Lehtomäki K
Central Military Hospital, Helsinki, Finland.
Eur Respir J. 1988 Apr;1(4):324-9.
Clinical characteristics and course of disease of 19 pneumococcal, 11 adenoviral, 15 mycoplasmal and 10 mixed pneumonias, diagnosed in 55 military conscripts, were compared. Controls consisted of 104 conscripts with upper respiratory infections (URI). The triad: productive cough, blood stained sputum, and chest pain aggravated by breathing (pneumococcal score) distinguished pneumococcal and mixed pneumonias but not adenoviral and mycoplasmal pneumonias from URI. Higher C-reactive protein (CRP) and white blood cell (WBC) count distinguished the pneumococcal pneumonias, but not the other pneumonias, from URI. The pneumococcal scores and simple laboratory tests on admission were compared. The score effectively separated pneumococcal from adenoviral and mycoplasmal pneumonias, and patients with mixed infections from mycoplasmal infections. Higher CRP values and WBC counts distinguished pneumococcal pneumonia from other pneumonias. Auscultation revealed crackles in 27% of adenoviral and in 60-70% of mycoplasmal, pneumococcal and mixed pneumonias. Maxillary sinusitis was more common in pneumococcal (56%) than in mycoplasmal (7%) or mixed pneumonia (10%) or URI (14%). Pneumococcal pneumonias differed in most respects from the other groups. It is difficult to distinguish between adenoviral, mycoplasmal and mixed pneumonia and also URI.

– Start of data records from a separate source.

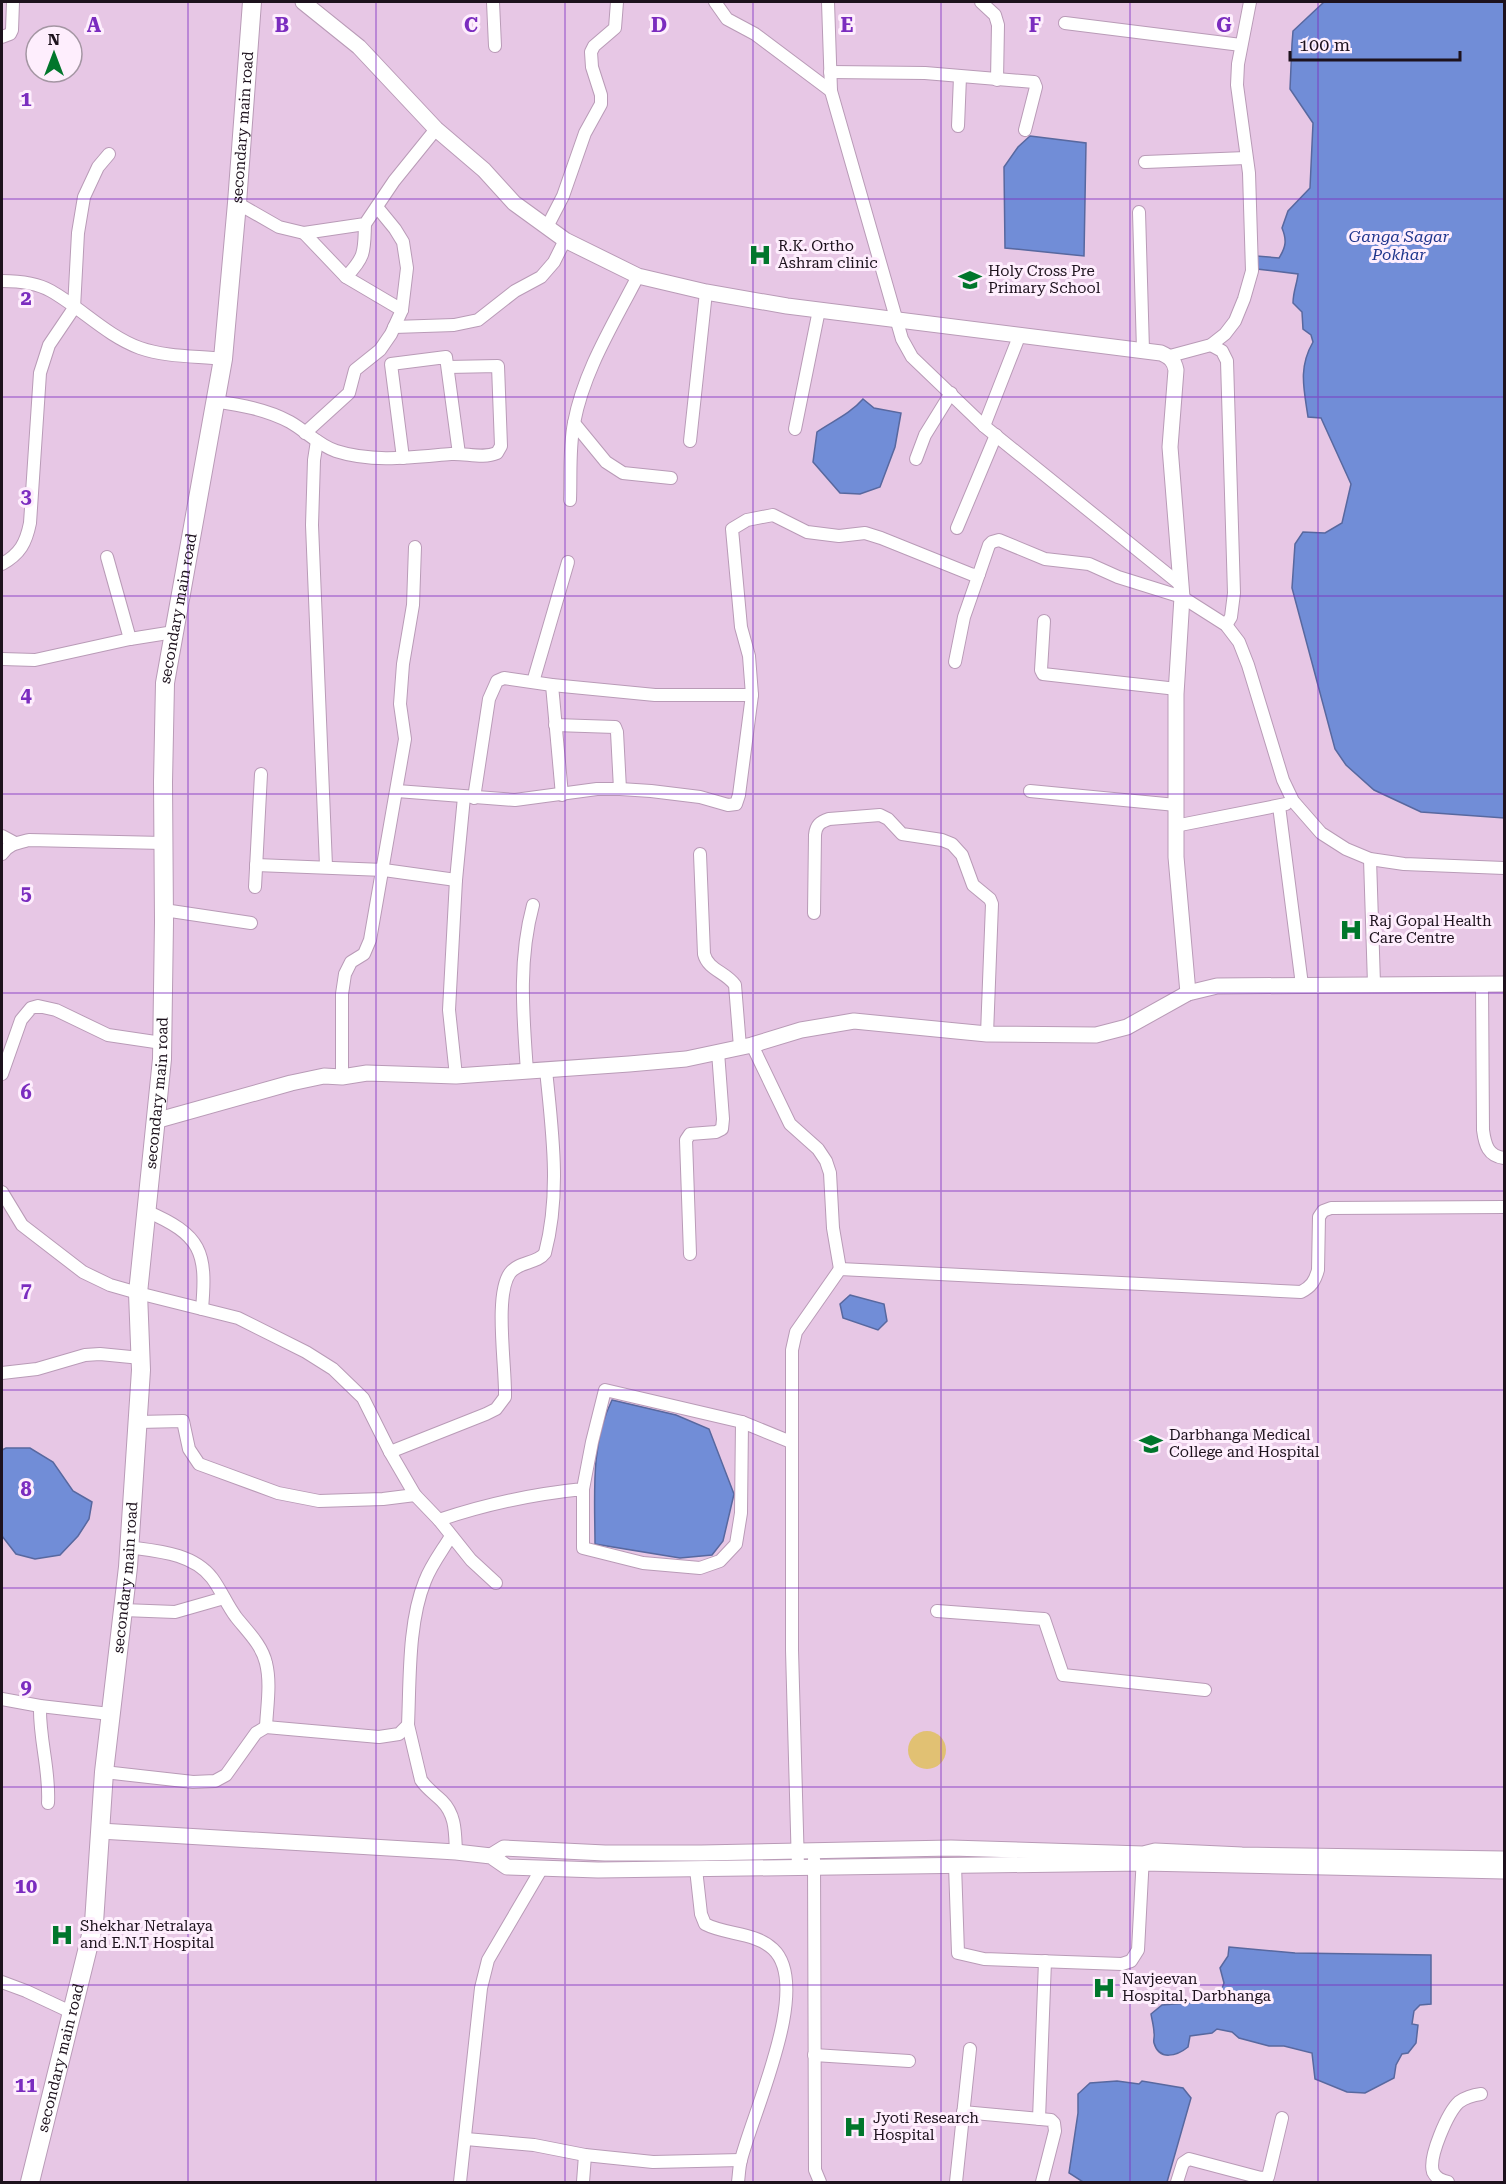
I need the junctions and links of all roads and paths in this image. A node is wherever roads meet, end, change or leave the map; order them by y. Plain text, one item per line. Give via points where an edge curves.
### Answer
1 (13, 2) edge
2 (252, 2) edge
3 (303, 2) edge
4 (493, 2) edge
5 (617, 2) edge
6 (715, 2) edge
7 (828, 2) edge
8 (981, 2) edge
9 (1250, 2) edge
10 (1065, 23) dead end
11 (2, 38) edge
12 (1241, 45) junction
13 (495, 46) dead end
14 (830, 72) junction
15 (960, 77) junction
16 (997, 80) junction
17 (831, 91) junction
18 (958, 126) dead end
19 (436, 129) junction
20 (1025, 130) dead end
21 (109, 154) dead end
22 (1246, 158) junction
23 (1145, 162) dead end
24 (237, 202) junction
25 (377, 207) junction
26 (1138, 212) dead end
27 (365, 224) junction
28 (547, 227) junction
29 (304, 233) junction
30 (565, 240) junction
31 (638, 276) junction
32 (346, 277) junction
33 (2, 281) edge
34 (706, 292) junction
35 (74, 308) junction
36 (402, 310) junction
37 (819, 310) junction
38 (896, 319) junction
39 (394, 327) junction
40 (1020, 334) junction
41 (1211, 345) junction
42 (1143, 350) junction
43 (1170, 356) junction
44 (223, 359) junction
45 (448, 367) junction
46 (951, 393) junction
47 (214, 401) junction
48 (574, 423) junction
49 (984, 426) junction
50 (795, 429) dead end
51 (305, 433) junction
52 (996, 435) junction
53 (316, 441) junction
54 (690, 441) dead end
55 (459, 454) junction
56 (402, 458) junction
57 (916, 459) dead end
58 (671, 478) dead end
59 (570, 500) dead end
60 (957, 528) dead end
61 (415, 547) dead end
62 (107, 557) dead end
63 (568, 562) dead end
64 (2, 564) edge
65 (979, 574) junction
66 (1181, 591) junction
67 (1044, 621) dead end
68 (1226, 625) junction
69 (174, 632) junction
70 (130, 639) junction
71 (2, 659) edge
72 (955, 662) dead end
73 (533, 682) junction
74 (552, 685) junction
75 (1177, 688) junction
76 (753, 695) junction
77 (555, 725) junction
78 (261, 774) dead end
79 (620, 789) junction
80 (397, 791) junction
81 (1030, 791) dead end
82 (562, 795) junction
83 (469, 797) junction
84 (1293, 801) junction
85 (1176, 805) junction
86 (1279, 806) junction
87 (1175, 826) junction
88 (2, 836) edge
89 (15, 843) junction
90 (164, 843) junction
91 (2, 854) edge
92 (700, 854) dead end
93 (1370, 859) junction
94 (256, 865) junction
95 (326, 866) junction
96 (1504, 868) edge
97 (384, 870) junction
98 (456, 879) junction
99 (255, 887) dead end
100 (533, 905) dead end
101 (164, 910) junction
102 (814, 913) dead end
103 (251, 923) dead end
104 (1374, 984) junction
105 (1482, 984) junction
106 (1504, 984) edge
107 (1302, 985) junction
108 (1188, 993) junction
109 (987, 1034) junction
110 (162, 1043) junction
111 (746, 1046) junction
112 (718, 1052) junction
113 (546, 1070) junction
114 (527, 1071) junction
115 (2, 1074) edge
116 (456, 1076) junction
117 (342, 1077) junction
118 (155, 1121) junction
119 (1504, 1158) edge
120 (2, 1192) edge
121 (1504, 1207) edge
122 (146, 1211) junction
123 (2, 1213) edge
124 (16, 1216) junction
125 (690, 1254) dead end
126 (840, 1269) junction
127 (138, 1293) junction
128 (202, 1309) junction
129 (141, 1358) junction
130 (2, 1373) edge
131 (138, 1422) junction
132 (742, 1422) junction
133 (791, 1442) junction
134 (390, 1452) junction
135 (583, 1489) junction
136 (415, 1495) junction
137 (439, 1520) junction
138 (451, 1536) junction
139 (128, 1548) junction
140 (496, 1583) dead end
141 (224, 1599) junction
142 (123, 1610) junction
143 (937, 1611) dead end
144 (1205, 1690) dead end
145 (2, 1699) edge
146 (39, 1706) junction
147 (110, 1714) junction
148 (408, 1725) junction
149 (266, 1727) junction
150 (104, 1772) junction
151 (48, 1803) dead end
152 (100, 1831) junction
153 (456, 1852) junction
154 (662, 1853) junction
155 (490, 1856) junction
156 (806, 1859) junction
157 (1143, 1859) junction
158 (1504, 1859) edge
159 (1242, 1860) junction
160 (955, 1865) junction
161 (542, 1868) junction
162 (662, 1869) junction
163 (696, 1869) junction
164 (1504, 1870) edge
165 (1045, 1961) junction
166 (2, 1982) edge
167 (73, 2013) junction
168 (970, 2049) dead end
169 (814, 2055) junction
170 (909, 2061) dead end
171 (1481, 2094) dead end
172 (963, 2112) junction
173 (1282, 2118) dead end
174 (1039, 2119) junction
175 (466, 2139) junction
176 (585, 2155) junction
177 (741, 2160) junction
178 (814, 2176) edge
179 (30, 2182) edge
180 (460, 2182) edge
181 (583, 2182) edge
182 (738, 2182) edge
183 (820, 2182) edge
184 (956, 2182) edge
185 (1042, 2182) edge
186 (1177, 2182) edge
187 (1448, 2182) edge

1 - 11 street via 12,30
2 - 24 main road, secondary main road
3 - 19 street via 359,47
4 - 13 street
5 - 28 street via 615,28 591,52 601,104
6 - 17 street via 727,19 755,34
7 - 14 street
8 - 16 street via 995,15 998,25
9 - 12 street
10 - 12 street
12 - 22 street via 1237,85
14 - 15 street
14 - 17 street
15 - 16 street
15 - 18 street
16 - 20 street via 1034,82
17 - 38 street
19 - 25 street
19 - 28 street via 484,170 514,203
21 - 35 street via 84,197
22 - 23 street
22 - 41 street via 1252,271 1234,321
24 - 29 street via 274,224
24 - 44 main road, secondary main road
25 - 27 street
25 - 36 street via 395,229 405,254
26 - 42 street
27 - 29 street
27 - 32 street via 363,254
28 - 30 street
29 - 32 street
30 - 31 street
30 - 39 street via 541,277 515,291 478,320
31 - 34 street
31 - 48 street via 589,372
32 - 36 street
33 - 35 street via 50,291
34 - 37 street
34 - 54 street
35 - 44 street via 141,349
35 - 64 street via 49,345 40,373 27,536 19,553
36 - 39 street
37 - 38 street
37 - 50 street
38 - 40 street
38 - 46 street via 912,357
39 - 51 street via 380,350 355,370 344,399
40 - 42 street
40 - 49 street
41 - 43 street
41 - 68 street via 1222,351 1227,361 1234,593
42 - 43 street
43 - 66 street via 1176,370 1170,447
44 - 47 main road, secondary main road
45 - 55 street
45 - 55 street via 498,366 501,446 489,456
45 - 56 street via 446,357 391,364
46 - 49 street
46 - 57 street via 925,435
47 - 51 street via 267,412
47 - 69 main road, secondary main road
48 - 58 street via 606,462 623,473
48 - 59 street
49 - 52 street
51 - 53 street
52 - 60 street
52 - 66 street
53 - 56 street via 350,455
53 - 95 street via 312,525
55 - 56 street
61 - 80 street via 413,604 400,704 405,739
62 - 70 street
63 - 73 street
65 - 66 street via 989,545 999,540 1045,559 1089,564 1118,578
65 - 72 street via 964,617
65 - 76 street via 967,574 865,533 839,536 807,532 773,515 747,520 732,529 741,627
66 - 68 street
66 - 75 street
67 - 75 street via 1042,674
68 - 84 street via 1239,642 1248,665
69 - 70 street
69 - 90 main road, secondary main road via 165,683
70 - 71 street via 35,660
73 - 74 street
73 - 83 street via 504,678 497,681
74 - 76 street via 655,696
74 - 77 street
75 - 85 street
76 - 79 street via 736,804
77 - 79 street via 615,727
77 - 82 street
78 - 94 street
79 - 82 street
80 - 83 street
80 - 97 street
81 - 85 street
82 - 83 street via 515,800
83 - 98 street
84 - 86 street
84 - 93 street via 1321,833
85 - 87 street
86 - 87 street
86 - 107 street
87 - 108 street
88 - 89 street
89 - 90 street
89 - 91 street
90 - 101 main road, secondary main road
92 - 111 street via 704,954 707,963 735,985
93 - 96 street
93 - 104 street
94 - 95 street
94 - 99 street
95 - 97 street
97 - 98 street
97 - 117 street via 370,940 364,954 351,962 343,984
98 - 116 street via 449,1010
100 - 114 street via 526,929 521,986
101 - 103 street
101 - 110 main road, secondary main road
102 - 109 street via 815,835 822,822 880,815 902,834 952,844 962,855 973,885 992,904
104 - 105 street
104 - 107 street
105 - 106 street
105 - 119 street via 1483,1130 1489,1151
107 - 108 street via 1217,986
108 - 109 street via 1127,1027 1096,1035
109 - 111 street via 854,1021 801,1030
110 - 115 street via 108,1035 56,1010 38,1006 21,1020
110 - 118 main road, secondary main road
111 - 112 street
111 - 126 street via 790,1124 826,1161
112 - 113 street via 686,1059
112 - 125 street via 722,1129 690,1134 686,1140
113 - 114 street
113 - 134 street via 554,1193 545,1253 514,1268 504,1287 505,1397 486,1414
114 - 116 street
116 - 117 street via 367,1073
117 - 118 street via 324,1076 291,1083
118 - 122 main road, secondary main road
120 - 124 street
121 - 126 street via 1330,1208 1319,1217 1316,1278 1300,1292
122 - 127 main road, secondary main road
122 - 128 street via 180,1229 201,1254
123 - 124 street
124 - 127 street via 29,1231 83,1272
126 - 133 street via 796,1332 791,1371
127 - 128 street
127 - 129 main road, secondary main road
128 - 134 street via 238,1318 333,1369 363,1398
129 - 130 street via 85,1355 44,1367
129 - 131 main road, secondary main road
131 - 136 street via 183,1421 189,1449 199,1464 278,1493 319,1501
131 - 139 main road, secondary main road
132 - 133 street
132 - 135 street via 605,1390
132 - 135 street via 741,1513 736,1544 720,1561 700,1568 644,1563 583,1548
133 - 156 street via 792,1650
134 - 136 street
135 - 137 street via 515,1498
136 - 137 street
137 - 138 street
138 - 140 street
138 - 148 street via 430,1568 419,1601 410,1662
139 - 141 street via 181,1557 212,1578
139 - 142 main road, secondary main road
141 - 142 street via 175,1612
141 - 149 street via 260,1647 266,1662
142 - 147 main road, secondary main road
143 - 144 street via 1044,1619 1063,1675
145 - 146 street
146 - 147 street
146 - 151 street via 49,1780
147 - 150 main road, secondary main road
148 - 149 street via 399,1734 379,1737
148 - 153 street via 422,1780 452,1815
149 - 150 street via 256,1733 226,1775 215,1781
150 - 152 main road, secondary main road
152 - 153 street
152 - 167 main road, secondary main road via 94,1923
153 - 155 street
154 - 155 street via 504,1848
154 - 156 street
154 - 162 street
155 - 161 street via 507,1867
156 - 157 street via 951,1848
156 - 160 street
156 - 163 street
156 - 169 street
157 - 159 street via 1155,1851
157 - 160 street
157 - 165 street via 1138,1950 1131,1961
158 - 159 street
159 - 164 street
160 - 165 street via 958,1953 984,1959
161 - 162 street
161 - 175 street via 485,1969
162 - 163 street
163 - 177 street via 705,1924 771,1947 778,1954 785,1976 779,2040
165 - 174 street
166 - 167 street
167 - 179 main road, secondary main road
168 - 172 street
169 - 170 street
169 - 178 street
171 - 187 street via 1457,2103 1434,2153 1434,2173
172 - 174 street
172 - 184 street
173 - 186 street via 1268,2177 1189,2159 1183,2163
174 - 185 street via 1052,2120 1055,2127
175 - 176 street via 534,2145
175 - 180 street
176 - 177 street via 653,2162
176 - 181 street
177 - 182 street
178 - 183 street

对55名应征入伍军人中诊断出的19例肺炎球菌性肺炎、11例腺病毒性肺炎、15例支原体性肺炎和10例混合性肺炎的临床特征和病程进行了比较。对照组由104例上呼吸道感染(URI)的应征入伍军人组成。三联征:咳痰、血痰以及呼吸时加重的胸痛(肺炎球菌评分)可区分肺炎球菌性肺炎和混合性肺炎,但无法区分腺病毒性肺炎和支原体性肺炎与URI。较高的C反应蛋白(CRP)和白细胞(WBC)计数可区分肺炎球菌性肺炎与URI,但无法区分其他肺炎与URI。比较了入院时的肺炎球菌评分和简单实验室检查。该评分有效地将肺炎球菌性肺炎与腺病毒性肺炎和支原体性肺炎区分开来,并将混合感染患者与支原体感染患者区分开来。较高的CRP值和WBC计数可将肺炎球菌性肺炎与其他肺炎区分开来。听诊发现,27%的腺病毒性肺炎以及60 - 70%的支原体性肺炎、肺炎球菌性肺炎和混合性肺炎有啰音。上颌窦炎在肺炎球菌性肺炎中(56%)比在支原体性肺炎(7%)、混合性肺炎(10%)或URI(14%)中更常见。肺炎球菌性肺炎在大多数方面与其他组不同。难以区分腺病毒性肺炎、支原体性肺炎和混合性肺炎以及URI。